Erfolg auf ganzer Linie: Das Arbeitsgericht in Olsberg hat gestern entschieden, dass die Kombiton GmbH (Nachfolgebetrieb der KMB GmbH) in Marsberg die Mitarbeiter weiterbeschäftigen muss, die bei KMB für höhere Löhne gestreikt haben. Darüber hinaus muss der Betrieb den 14 Betroffenen ihre Löhne für Juli und August 2012 sowie November 2012 bis Juni 2013 rückwirkend auszahlen – macht insgesamt 152.295,22 Euro.

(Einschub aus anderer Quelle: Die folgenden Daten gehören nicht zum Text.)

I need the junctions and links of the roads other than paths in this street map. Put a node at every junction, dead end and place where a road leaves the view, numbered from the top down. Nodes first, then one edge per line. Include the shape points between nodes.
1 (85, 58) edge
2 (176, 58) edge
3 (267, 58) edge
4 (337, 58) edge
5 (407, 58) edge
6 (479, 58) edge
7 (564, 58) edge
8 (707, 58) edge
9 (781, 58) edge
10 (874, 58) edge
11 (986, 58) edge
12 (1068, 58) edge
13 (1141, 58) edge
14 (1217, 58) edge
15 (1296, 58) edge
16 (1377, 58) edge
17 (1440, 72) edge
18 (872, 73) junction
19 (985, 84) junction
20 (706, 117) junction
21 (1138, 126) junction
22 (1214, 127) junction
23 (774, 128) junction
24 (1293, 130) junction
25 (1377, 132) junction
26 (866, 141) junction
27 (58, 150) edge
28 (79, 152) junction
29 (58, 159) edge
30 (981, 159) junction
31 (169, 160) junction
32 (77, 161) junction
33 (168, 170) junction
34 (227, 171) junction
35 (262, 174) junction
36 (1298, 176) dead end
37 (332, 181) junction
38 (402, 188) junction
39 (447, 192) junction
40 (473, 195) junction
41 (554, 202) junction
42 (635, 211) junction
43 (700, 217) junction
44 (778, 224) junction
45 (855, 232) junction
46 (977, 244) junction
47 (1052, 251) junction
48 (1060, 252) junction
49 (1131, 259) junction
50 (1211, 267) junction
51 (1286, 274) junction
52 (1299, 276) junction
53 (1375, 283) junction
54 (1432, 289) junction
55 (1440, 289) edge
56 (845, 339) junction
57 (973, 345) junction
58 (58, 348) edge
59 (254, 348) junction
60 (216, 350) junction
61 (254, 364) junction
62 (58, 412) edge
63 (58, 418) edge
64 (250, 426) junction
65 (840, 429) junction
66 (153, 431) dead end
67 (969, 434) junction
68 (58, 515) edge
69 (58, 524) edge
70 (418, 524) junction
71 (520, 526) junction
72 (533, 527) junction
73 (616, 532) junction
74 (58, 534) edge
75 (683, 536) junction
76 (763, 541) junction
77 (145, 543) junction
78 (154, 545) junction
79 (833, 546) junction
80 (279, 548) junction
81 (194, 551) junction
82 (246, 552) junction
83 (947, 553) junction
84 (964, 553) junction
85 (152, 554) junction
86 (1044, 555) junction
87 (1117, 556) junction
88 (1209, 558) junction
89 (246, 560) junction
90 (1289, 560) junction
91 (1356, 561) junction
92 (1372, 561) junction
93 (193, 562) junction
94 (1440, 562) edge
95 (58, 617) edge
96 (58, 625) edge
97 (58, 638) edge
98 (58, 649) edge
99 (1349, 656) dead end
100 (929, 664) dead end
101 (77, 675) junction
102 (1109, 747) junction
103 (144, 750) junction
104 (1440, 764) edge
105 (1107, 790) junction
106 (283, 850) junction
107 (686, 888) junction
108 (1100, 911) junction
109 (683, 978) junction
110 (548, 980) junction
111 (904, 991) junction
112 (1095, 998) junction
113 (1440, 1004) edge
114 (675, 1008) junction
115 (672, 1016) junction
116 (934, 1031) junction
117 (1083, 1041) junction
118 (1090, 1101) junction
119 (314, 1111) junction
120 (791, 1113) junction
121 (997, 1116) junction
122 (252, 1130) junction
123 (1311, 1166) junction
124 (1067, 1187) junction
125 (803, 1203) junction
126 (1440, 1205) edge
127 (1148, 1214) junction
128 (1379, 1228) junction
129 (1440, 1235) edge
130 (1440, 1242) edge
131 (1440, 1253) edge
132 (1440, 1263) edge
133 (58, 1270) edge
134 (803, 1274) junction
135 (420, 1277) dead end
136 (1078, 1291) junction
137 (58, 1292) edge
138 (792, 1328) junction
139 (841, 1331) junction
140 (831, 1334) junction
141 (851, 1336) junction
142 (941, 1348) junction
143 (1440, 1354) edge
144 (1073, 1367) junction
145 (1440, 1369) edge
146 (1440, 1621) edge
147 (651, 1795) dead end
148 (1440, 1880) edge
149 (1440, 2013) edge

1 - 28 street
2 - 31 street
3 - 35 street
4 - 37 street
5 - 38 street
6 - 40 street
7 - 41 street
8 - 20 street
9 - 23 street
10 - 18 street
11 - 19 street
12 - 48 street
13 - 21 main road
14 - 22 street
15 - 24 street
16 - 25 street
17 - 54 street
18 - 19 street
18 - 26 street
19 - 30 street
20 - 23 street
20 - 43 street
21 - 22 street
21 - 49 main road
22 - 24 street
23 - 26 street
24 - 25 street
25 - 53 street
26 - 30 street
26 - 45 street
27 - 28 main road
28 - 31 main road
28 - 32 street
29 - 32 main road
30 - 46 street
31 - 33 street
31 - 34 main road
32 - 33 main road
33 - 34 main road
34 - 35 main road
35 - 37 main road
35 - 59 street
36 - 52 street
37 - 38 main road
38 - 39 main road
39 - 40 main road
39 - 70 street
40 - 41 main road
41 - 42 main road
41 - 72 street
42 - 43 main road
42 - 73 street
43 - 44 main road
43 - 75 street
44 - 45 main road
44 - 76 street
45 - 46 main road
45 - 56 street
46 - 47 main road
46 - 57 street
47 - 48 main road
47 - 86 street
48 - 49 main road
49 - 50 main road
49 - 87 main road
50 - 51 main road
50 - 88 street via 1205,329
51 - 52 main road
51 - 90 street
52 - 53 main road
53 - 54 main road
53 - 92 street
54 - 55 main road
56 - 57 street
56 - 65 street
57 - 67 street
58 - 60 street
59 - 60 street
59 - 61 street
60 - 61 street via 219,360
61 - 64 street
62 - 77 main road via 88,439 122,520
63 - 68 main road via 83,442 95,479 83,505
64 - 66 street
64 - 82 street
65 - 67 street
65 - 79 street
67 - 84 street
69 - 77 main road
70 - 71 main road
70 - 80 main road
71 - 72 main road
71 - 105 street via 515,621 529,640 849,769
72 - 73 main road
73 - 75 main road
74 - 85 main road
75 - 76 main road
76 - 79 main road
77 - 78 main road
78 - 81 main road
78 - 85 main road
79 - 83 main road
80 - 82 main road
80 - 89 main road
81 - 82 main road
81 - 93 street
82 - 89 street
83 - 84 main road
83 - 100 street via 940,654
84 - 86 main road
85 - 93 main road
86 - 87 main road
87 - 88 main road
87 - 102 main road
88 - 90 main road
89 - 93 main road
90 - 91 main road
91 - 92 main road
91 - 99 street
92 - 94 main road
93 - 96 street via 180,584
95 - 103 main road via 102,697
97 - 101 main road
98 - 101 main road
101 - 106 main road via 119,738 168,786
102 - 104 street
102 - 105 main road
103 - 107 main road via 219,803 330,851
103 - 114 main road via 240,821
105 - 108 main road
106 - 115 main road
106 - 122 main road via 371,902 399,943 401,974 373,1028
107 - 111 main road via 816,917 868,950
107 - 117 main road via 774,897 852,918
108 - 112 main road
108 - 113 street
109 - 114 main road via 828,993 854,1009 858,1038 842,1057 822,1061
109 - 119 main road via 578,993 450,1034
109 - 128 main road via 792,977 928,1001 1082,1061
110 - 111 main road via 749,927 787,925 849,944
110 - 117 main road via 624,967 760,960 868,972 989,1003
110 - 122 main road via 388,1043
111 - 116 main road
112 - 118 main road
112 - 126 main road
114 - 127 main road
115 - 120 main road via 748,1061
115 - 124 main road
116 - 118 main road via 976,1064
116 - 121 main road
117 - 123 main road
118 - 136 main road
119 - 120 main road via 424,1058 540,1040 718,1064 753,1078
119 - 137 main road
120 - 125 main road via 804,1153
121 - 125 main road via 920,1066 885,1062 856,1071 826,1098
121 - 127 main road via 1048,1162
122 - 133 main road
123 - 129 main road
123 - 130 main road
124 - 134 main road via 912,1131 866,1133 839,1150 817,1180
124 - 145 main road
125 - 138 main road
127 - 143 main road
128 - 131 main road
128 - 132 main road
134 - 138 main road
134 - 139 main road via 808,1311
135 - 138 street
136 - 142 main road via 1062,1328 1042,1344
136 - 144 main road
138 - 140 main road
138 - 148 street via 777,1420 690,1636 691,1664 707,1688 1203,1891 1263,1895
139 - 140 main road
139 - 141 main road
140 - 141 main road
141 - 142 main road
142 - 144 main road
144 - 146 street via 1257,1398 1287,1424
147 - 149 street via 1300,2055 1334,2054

Für das Gericht bestand kein Zweifel, dass hier ein Betriebsübergang vorlag, bei dem die Mitarbeiter hätten übernommen werden müssen

Die aufgelaufenen Rückstände werden nun als Grund für die Insolvenz genannt (WAZ). Die Kombiton hat Berufung eingelegt, das Urteil ist noch nicht rechtskräftig. Am 10.01.2014 soll es eine Gläubigerversammlung geben. Die verbliebenen 35 Angestellten, sowie den ehemals 16 Streikenden wird laut Insolvenzverwalter Pohle bis dahin wohl die Kündigung ausgesprochen worden sein. Hauptgläubiger sind das Arbeitsamt, die ehemals Beschäftigten und einige Lieferanten. Die Geschäftsführung hat Jakobs bereits im August 2013, an Ewald Risse abgegeben.